Pulling his phone out, Essek sends a quick message, hoping one of the Nein may be awake to see it.
He fills the kettle with water in the meantime, switching it on and leaning back against the counter.
Essek hears Caduceus before he sees him, a shuffling creak in the floorboards above followed by footsteps on the stairs. Tucking his phone away, Essek sets the kettle to boil again, wanting to make sure the water is hot.
“Hello, Caduceus,” he murmurs. “Sorry for this, I looked, but—”
“But it isn’t in any place that makes sense. Do you mind switching a light on? My eyes aren’t as good as yours.”
“Oh, of course.”
Essek leans over and flicks a switch above the stove. It’s soft enough it won’t hurt his eyes while giving enough light for the firbolg to navigate the room by. There’s a comforting quiet as Caduceus potters into the kitchen, fetching first Frumpkin’s box of cat biscuits from a hidden spot under the sink and handing them to Essek, then retrieving a tea pot and a container of leaves. There’s two mugs on the counter as Essek fills Frumpkin’s bowl and stashes the food away again.
They’re both warming their hands around mugs of tea, the steam gently rising up from the hot liquid as Essek inhales. It’s a fruit tea of some sorts, with a slight hint of vanilla. He takes a sip, savouring the warmth that spreads through him as he does.
“It’s good to see you here. With him, like this.”
“Hmm?”
“You have roots now.”
“I… ” starts Essek, before trailing off, face flushing slightly. “I am not—"
“It’s okay, life is like that. It takes us by surprise and before you realise it, there’s roots and leaves in places there weren’t before. It’s nice, when you let it happen.”
Caduceus didn’t look like he was expecting a response, his own hands wrapped around an earthen mug, looking content to just be. He gave Essek space to think, and wonder.
It had taken him by surprise. All of it, and yet it also hasn’t. Like he had been waiting for something to be the catalyst to change, to stand up for himself. He’s seen the others, has since learned how they became the Nein, how they became a family, and saw how better they were. Maybe that’s what inspired him to try, and even though he fell, they caught him.

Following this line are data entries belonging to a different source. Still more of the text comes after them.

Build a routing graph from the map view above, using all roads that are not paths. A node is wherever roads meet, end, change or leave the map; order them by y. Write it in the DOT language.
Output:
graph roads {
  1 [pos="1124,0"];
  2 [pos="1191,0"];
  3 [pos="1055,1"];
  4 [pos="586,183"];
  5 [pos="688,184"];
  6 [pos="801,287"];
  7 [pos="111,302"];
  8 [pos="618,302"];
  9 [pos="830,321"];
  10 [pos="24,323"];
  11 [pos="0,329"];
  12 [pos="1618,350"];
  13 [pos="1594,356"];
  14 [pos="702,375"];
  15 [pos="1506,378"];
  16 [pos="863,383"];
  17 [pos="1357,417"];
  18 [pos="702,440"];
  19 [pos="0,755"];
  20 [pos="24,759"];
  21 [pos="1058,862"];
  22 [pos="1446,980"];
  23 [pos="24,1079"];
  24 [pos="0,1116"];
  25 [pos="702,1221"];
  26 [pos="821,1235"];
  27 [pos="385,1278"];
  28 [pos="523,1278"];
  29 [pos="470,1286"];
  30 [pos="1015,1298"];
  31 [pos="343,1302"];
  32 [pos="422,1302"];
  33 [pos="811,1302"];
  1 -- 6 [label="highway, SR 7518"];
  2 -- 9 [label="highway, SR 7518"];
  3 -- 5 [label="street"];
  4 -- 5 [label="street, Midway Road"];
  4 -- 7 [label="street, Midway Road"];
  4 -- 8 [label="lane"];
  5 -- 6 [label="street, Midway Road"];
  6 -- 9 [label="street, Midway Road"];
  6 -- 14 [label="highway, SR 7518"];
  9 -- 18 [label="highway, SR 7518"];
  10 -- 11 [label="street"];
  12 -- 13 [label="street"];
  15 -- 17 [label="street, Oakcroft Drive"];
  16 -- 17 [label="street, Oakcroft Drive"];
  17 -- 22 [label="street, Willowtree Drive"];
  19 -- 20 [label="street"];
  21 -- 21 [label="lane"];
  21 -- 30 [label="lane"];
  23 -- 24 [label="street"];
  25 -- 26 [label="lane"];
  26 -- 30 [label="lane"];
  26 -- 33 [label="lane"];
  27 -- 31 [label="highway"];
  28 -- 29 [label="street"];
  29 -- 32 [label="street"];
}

He thinks back over that dinner with Caleb, as he reached out when Caleb needed, held his hand as he explained, and later held him tight as they visited. There was a single tree there, in Blumenthal, the leaves creating a canopy that shaded them both, Essek from the sun, Caleb from the memories. As Essek listened, a burden became shared. It’s something he’s learned recently, the way shared burdens become easier to carry, when there’s a partner who’s in step with him and gets it in the same way that he gets it.
There’s a thought there too, one that’s been brewing for a while, about how Caleb isn’t alone anymore, and neither is Essek. It’s a feeling too, one that just grows with each shared morning, and he thinks he understands what Caduceus means.

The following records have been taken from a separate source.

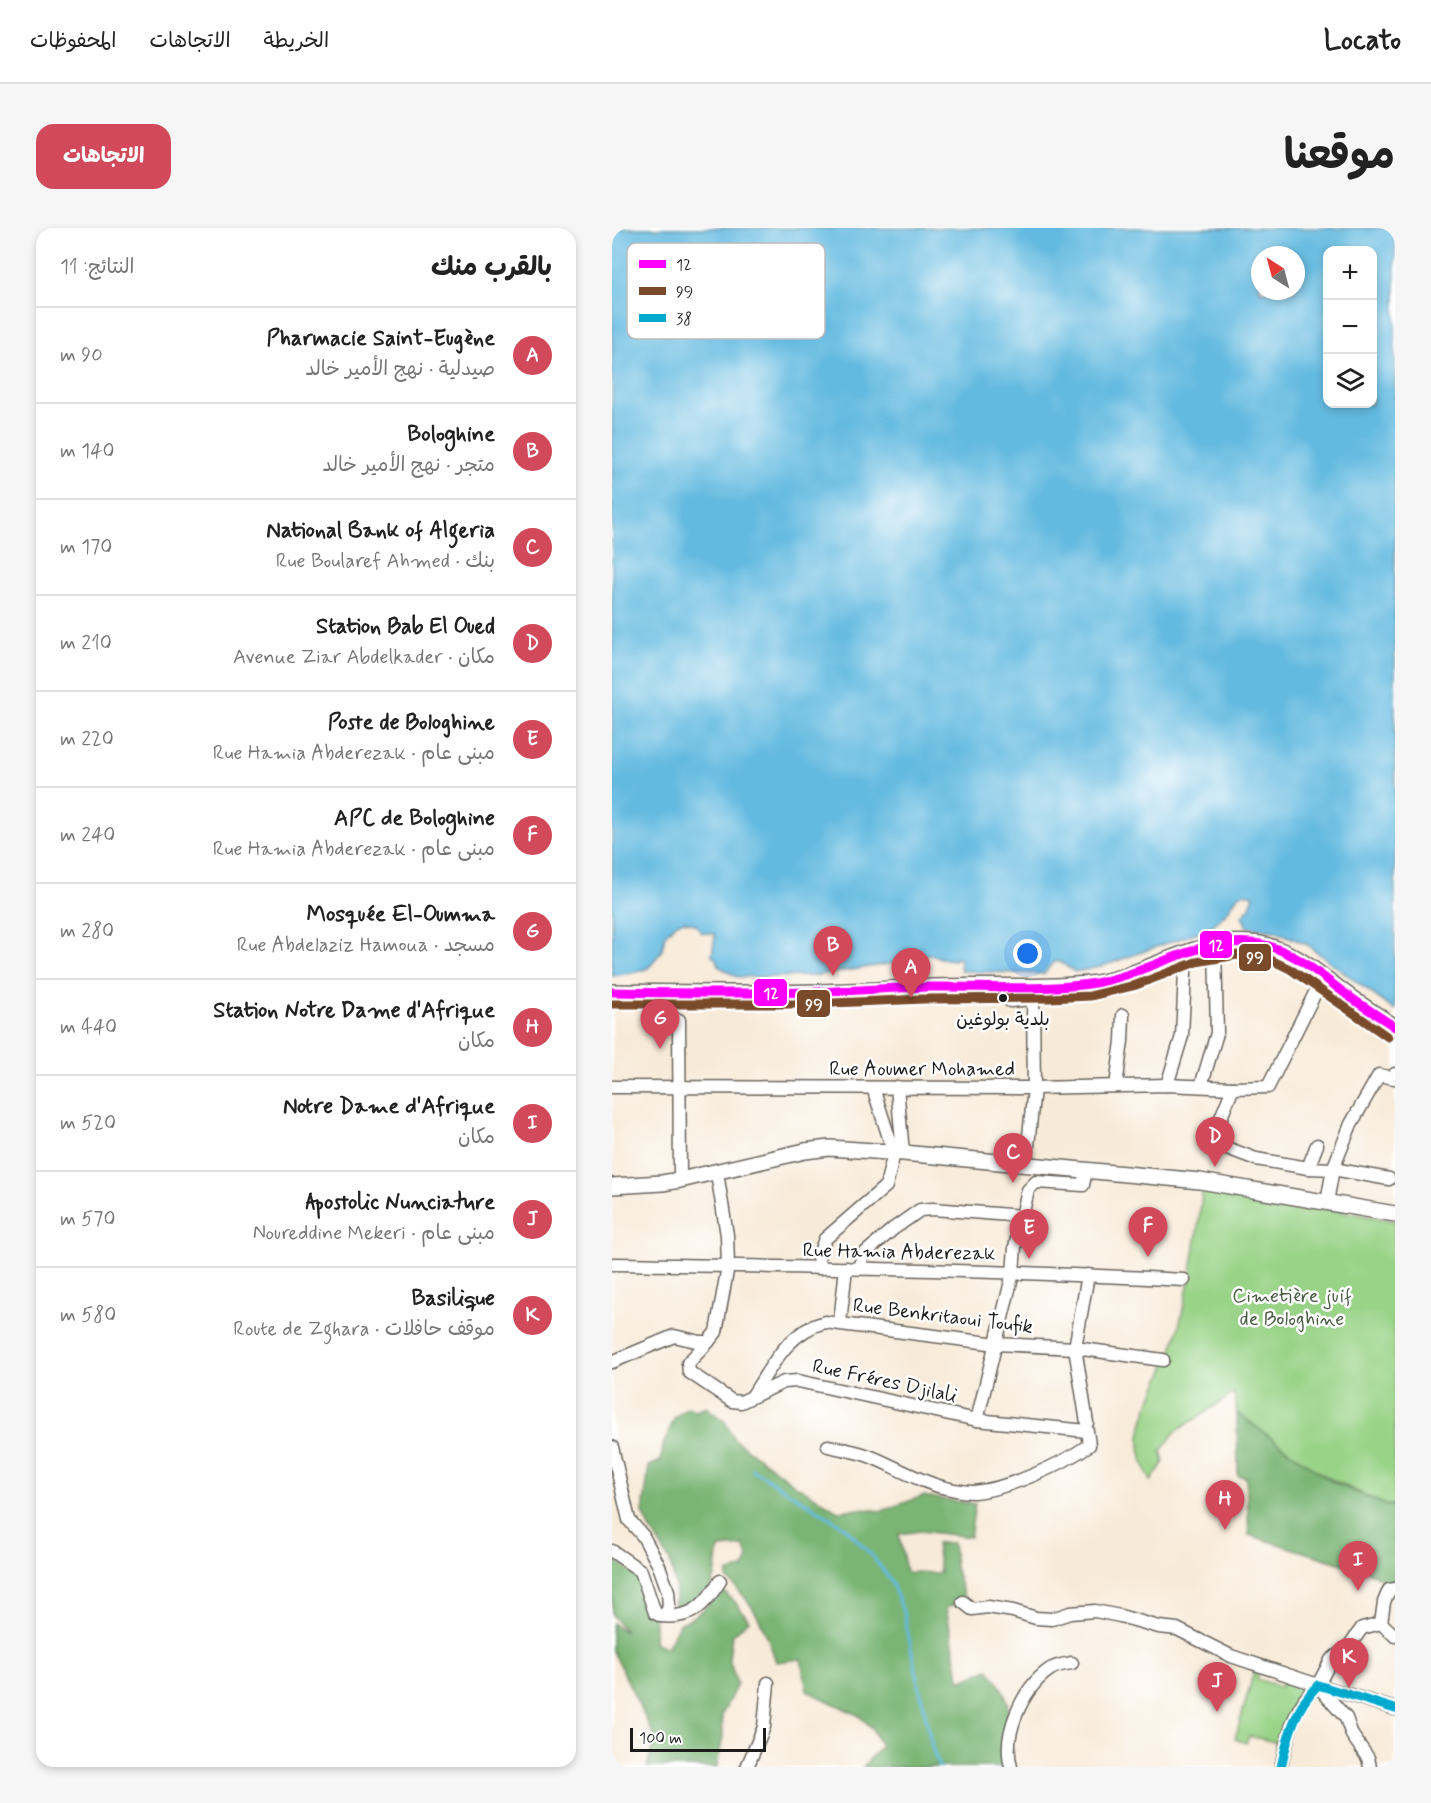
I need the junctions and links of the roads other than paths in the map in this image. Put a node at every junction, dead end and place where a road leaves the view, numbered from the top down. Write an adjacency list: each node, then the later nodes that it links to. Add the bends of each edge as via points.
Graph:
1 (1215, 944): 2 (main road); 3 (main road, via 1263,945 1296,958); 12 (street, via 1217,1032)
2 (1186, 951): 4 (main road, via 1093,983); 10 (street, via 1182,1036)
3 (1323, 977): 8 (main road); 18 (street, Rue Aoumer Mohamed, via 1268,1087)
4 (993, 986): 5 (main road); 17 (street, via 1010,1001 1033,999)
5 (612, 992)
6 (1123, 1015): 11 (street)
7 (679, 1020): 15 (street)
8 (1395, 1027)
9 (1395, 1074): 23 (street, via 1394,1078 1379,1075 1351,1124)
10 (1167, 1085): 11 (street, Rue Aoumer Mohamed); 12 (street, Rue Aoumer Mohamed)
11 (1116, 1086): 17 (street, Rue Aoumer Mohamed)
12 (1201, 1086): 18 (street, Rue Aoumer Mohamed)
13 (612, 1087): 15 (street, Rue Aoumer Mohamed)
14 (897, 1087): 16 (street, Rue Aoumer Mohamed); 17 (street, Rue Aoumer Mohamed); 20 (street)
15 (680, 1088): 16 (street, Rue Aoumer Mohamed); 27 (street)
16 (873, 1088): 20 (street)
17 (1034, 1088): 21 (street)
18 (1233, 1088): 22 (street, via 1210,1142 1256,1159)
19 (1317, 1145): 22 (street)
20 (898, 1153): 21 (main road); 25 (main road, via 830,1148); 34 (street, via 886,1185 825,1239 818,1257)
21 (1026, 1165): 24 (main road)
22 (1308, 1168): 23 (street)
23 (1333, 1169): 26 (street); 29 (street)
24 (1086, 1170): 29 (main road, via 1200,1181); 31 (street, via 1083,1185 1031,1185)
25 (717, 1173): 27 (main road); 33 (street, Rue Fréres Djilali)
26 (1389, 1179)
27 (680, 1180): 28 (main road)
28 (612, 1186)
29 (1327, 1202): 30 (main road)
30 (1395, 1214)
31 (1022, 1216): 36 (street, via 920,1210 863,1255); 37 (street, via 1014,1247)
32 (612, 1264): 33 (street, Rue Hamia Abderezak)
33 (728, 1266): 34 (street, Rue Hamia Abderezak); 41 (street, Rue Fréres Djilali, via 716,1332)
34 (820, 1268): 35 (street, Rue Hamia Abderezak)
35 (846, 1268): 36 (street, Rue Hamia Abderezak); 40 (street)
36 (859, 1268): 37 (street, Rue Hamia Abderezak)
37 (1013, 1273): 38 (street, Rue Hamia Abderezak); 42 (street)
38 (1088, 1275): 39 (street, Rue Hamia Abderezak); 43 (street)
39 (1184, 1280)
40 (840, 1322): 42 (street, Rue Benkritaoui Toufik); 46 (street, Rue Benkritaoui Toufik, via 809,1326 797,1335 782,1350)
41 (708, 1342): 45 (street, via 674,1336); 46 (street, Rue Fréres Djilali, via 688,1363 689,1372 732,1401 741,1402)
42 (997, 1344): 43 (street, Rue Benkritaoui Toufik); 47 (street)
43 (1075, 1348): 44 (street, Rue Benkritaoui Toufik); 48 (street)
44 (1163, 1360)
45 (612, 1362)
46 (752, 1396): 47 (street, Rue Fréres Djilali, via 784,1382 798,1381)
47 (977, 1420): 48 (street, Rue Fréres Djilali)
48 (1087, 1427): 49 (street, via 1089,1445 1078,1452 1021,1479 972,1492 945,1487 868,1456)
49 (828, 1446)
50 (612, 1447): 55 (street, via 629,1520 643,1536 668,1592 669,1606)
51 (612, 1551): 55 (street, via 641,1571 652,1608)
52 (720, 1581): 55 (street, via 709,1599 692,1612 678,1618)
53 (1395, 1589): 56 (street, via 1389,1590 1384,1602)
54 (963, 1602): 60 (street, via 972,1609 988,1607 1036,1618 1095,1611 1177,1629 1231,1656)
55 (661, 1616)
56 (1381, 1623): 57 (street); 60 (street, via 1362,1628 1349,1646 1331,1660)
57 (1395, 1636)
58 (1072, 1662): 63 (street, via 1052,1668 1025,1698 1008,1738)
59 (768, 1683): 62 (street, via 764,1727)
60 (1314, 1688): 61 (street); 64 (street, via 1293,1718); 65 (street, via 1346,1718)
61 (1395, 1709)
62 (747, 1767)
63 (1011, 1767)
64 (1281, 1767)
65 (1370, 1767)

“How did you know… that you didn’t want a relationship with anyone? That it wasn’t something you were interested in?” he asks, staring into the mug he holds before glancing up at Caduceus.

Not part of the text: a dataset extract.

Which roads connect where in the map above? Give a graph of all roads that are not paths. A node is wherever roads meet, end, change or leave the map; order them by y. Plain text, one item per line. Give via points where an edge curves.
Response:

“How does anyone know? You feel it, and it becomes something that is just right.”
Essek nods, contemplating.
“And you have not regretted it? Listening to what felt right?”
Caduceus is quiet for a moment, and when he speaks it’s in his low rumble, soothing in the quiet of the kitchen.
“No, for how can you regret something that just is? I trust the Wildmother, and the Nein, and myself. They fulfill me. It’s what I need. The path has a way of finding you, and you’ll be through the forest without realising.”
“What if I wanted to… ah, not just want, but also… it feels right, that Caleb… Caleb and I are permanent. That it’s a permanent thing, the roots. I think I want it to be permanent.”
There’s surprise and delight, and a little bit of understanding in the smile that Caduceus directs his way.
“Yeah? Permanent can be good. You’d have to ask him, but I think Caleb feels it too.”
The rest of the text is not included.